29-year-old techie earns ₹7 lakh a month moonlighting for two jobs, owns two houses, has Rs 80 lakh assets, but still can't relax. Here's why
Techie Rohit Moonlighting Two Jobs: A 29-year-old Indian software professional earns nearly ₹7 lakh monthly from two demanding jobs. He works approximately sixteen hours daily, balancing an Indian company and a US firm. Rohit already possesses ove...

The man, identified only as Rohit, called into the show hosted by podcaster and mutual fund advisor Anshuman Sharma, and what followed was less a success story and more a case study in why doing well on paper doesn't always feel like doing well in real life.
Two Jobs, One Body
Rohit didn't ease into the topic. He opened by explaining the arrangement straight up. "I'm working for two companies, one in day and one in night," he said. That schedule eats up 16 hours of his day, and one of the two jobs is with a US-based company.Sharma's next question was the obvious one: why keep this pace up at all, given the money already in the bank? Rohit's answer had nothing to do with spreadsheets.

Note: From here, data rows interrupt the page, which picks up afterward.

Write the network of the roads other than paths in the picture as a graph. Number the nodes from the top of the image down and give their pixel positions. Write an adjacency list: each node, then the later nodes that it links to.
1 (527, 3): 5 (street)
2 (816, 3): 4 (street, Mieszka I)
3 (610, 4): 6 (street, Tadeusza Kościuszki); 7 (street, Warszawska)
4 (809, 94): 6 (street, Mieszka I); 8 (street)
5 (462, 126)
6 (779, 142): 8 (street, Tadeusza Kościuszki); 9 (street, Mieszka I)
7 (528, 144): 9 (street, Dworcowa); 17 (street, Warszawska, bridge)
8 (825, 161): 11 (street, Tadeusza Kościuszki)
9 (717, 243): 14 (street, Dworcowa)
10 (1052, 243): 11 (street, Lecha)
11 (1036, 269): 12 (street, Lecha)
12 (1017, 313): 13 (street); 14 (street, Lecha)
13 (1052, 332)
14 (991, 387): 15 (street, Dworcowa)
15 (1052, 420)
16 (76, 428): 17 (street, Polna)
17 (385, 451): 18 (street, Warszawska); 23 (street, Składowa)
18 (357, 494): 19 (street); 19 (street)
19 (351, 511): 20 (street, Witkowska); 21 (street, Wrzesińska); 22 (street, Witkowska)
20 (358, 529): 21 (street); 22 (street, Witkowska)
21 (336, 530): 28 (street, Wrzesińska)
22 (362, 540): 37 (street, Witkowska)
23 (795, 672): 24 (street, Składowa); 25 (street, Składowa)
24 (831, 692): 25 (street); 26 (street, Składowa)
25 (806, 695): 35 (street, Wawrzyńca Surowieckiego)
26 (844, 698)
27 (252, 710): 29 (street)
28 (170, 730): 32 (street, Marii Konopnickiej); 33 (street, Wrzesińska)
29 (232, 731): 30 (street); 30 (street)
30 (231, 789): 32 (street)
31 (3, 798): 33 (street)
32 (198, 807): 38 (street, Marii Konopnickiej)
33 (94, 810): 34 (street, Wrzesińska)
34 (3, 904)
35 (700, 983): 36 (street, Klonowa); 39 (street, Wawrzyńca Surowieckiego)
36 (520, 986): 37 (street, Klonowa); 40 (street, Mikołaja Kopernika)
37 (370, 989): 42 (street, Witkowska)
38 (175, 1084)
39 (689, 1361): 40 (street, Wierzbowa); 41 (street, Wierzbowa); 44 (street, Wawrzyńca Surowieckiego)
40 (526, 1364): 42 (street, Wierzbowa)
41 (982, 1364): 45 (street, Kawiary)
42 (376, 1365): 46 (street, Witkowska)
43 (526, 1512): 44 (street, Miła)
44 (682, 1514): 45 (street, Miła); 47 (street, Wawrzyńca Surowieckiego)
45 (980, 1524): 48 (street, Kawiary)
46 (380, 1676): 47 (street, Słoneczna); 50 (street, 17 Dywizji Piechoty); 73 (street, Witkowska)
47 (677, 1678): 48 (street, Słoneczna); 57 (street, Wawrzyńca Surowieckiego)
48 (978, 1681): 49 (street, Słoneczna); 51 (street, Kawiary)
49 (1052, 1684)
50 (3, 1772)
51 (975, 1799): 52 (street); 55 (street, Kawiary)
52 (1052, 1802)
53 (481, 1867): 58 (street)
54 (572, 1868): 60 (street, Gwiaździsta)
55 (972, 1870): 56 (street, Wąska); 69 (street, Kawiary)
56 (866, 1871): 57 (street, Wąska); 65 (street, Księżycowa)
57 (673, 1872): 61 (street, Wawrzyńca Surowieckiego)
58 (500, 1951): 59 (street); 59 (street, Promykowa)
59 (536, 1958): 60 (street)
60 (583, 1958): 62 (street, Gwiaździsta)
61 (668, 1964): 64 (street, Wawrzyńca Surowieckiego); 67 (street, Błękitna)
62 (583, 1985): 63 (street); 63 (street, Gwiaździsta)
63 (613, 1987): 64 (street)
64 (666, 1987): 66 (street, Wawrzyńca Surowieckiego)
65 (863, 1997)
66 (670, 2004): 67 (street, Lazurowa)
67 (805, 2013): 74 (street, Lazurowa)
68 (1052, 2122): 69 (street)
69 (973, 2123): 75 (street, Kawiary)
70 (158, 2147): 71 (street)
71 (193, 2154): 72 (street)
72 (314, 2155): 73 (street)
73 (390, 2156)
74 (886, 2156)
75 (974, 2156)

He grew up in a household where only one sibling could afford to study further, and his brother stepped aside so Rohit could take that chance.
"Only one person could study… so my brother taught me. It's like a burden on me that if I can't do it, it's like a family failure," Rohit said.
That sense of obligation, more than any number on a bank statement, appears to be what keeps him going.
The Numbers Don't Add Up to Anxiety. At Least Not on Paper
On the surface, Rohit's finances look solid. He recently became a father, which brought a fresh set of family expectations and expenses. "I became a father... my family asked me to buy a car," he said.Soon after the car came a 2 BHK flat worth ₹85 lakh. Once the home loan kicks in, his EMI will run to ₹60,000 a month, on top of a ₹28,000 car EMI, pushing his total monthly expenses to somewhere between ₹1.3 lakh and ₹1.4 lakh, still comfortably within what his dual income covers.
When Sharma asked him to lay out his savings, Rohit didn't hesitate.
"In my mutual funds, yesterday I hit 70 lakh, 2 lakh in stock market, and yeah, 10 lakhs in FD," he said.
That's over ₹82 lakh in savings for a 29-year-old, enough, by Sharma's own calculation, to cover roughly four years of expenses without any income at all.
"You have 4 years of your expenses saved up in your assets. What is the stress?" Sharma asked him directly.
The Fear Behind the Fatigue
Rohit's real worry, it turned out, wasn't his current balance, it was what might happen to his income tomorrow."The point is, I am doing an IT job and you know, the AI is booming," he said. "I think like if suppose anything goes wrong, my income just got reduced. How I can handle that?"
That fear is what's driving the 16-hour days, even at the cost of everything else. Rohit admitted the toll is showing.
"It's very rare that I am giving time to people and all. So in that situation, I just want to go out," he said.
What Would Be Enough?
Asked whether he'd consider dropping the day job to reclaim some of that time, Rohit laid out a target instead of an answer."In next 5 to 6 years, I want to save up to 7 or 8 crores. Then I will just leave that job and only continue my US job," he said.
It's a plan built entirely around a future number, one that, going by the conversation, keeps moving further away the closer he gets to it. Whether ₹7-8 crore turns out to be the finish line, or just the next milestone before another one appears, is the question Sharma's exchange with him left hanging in the air.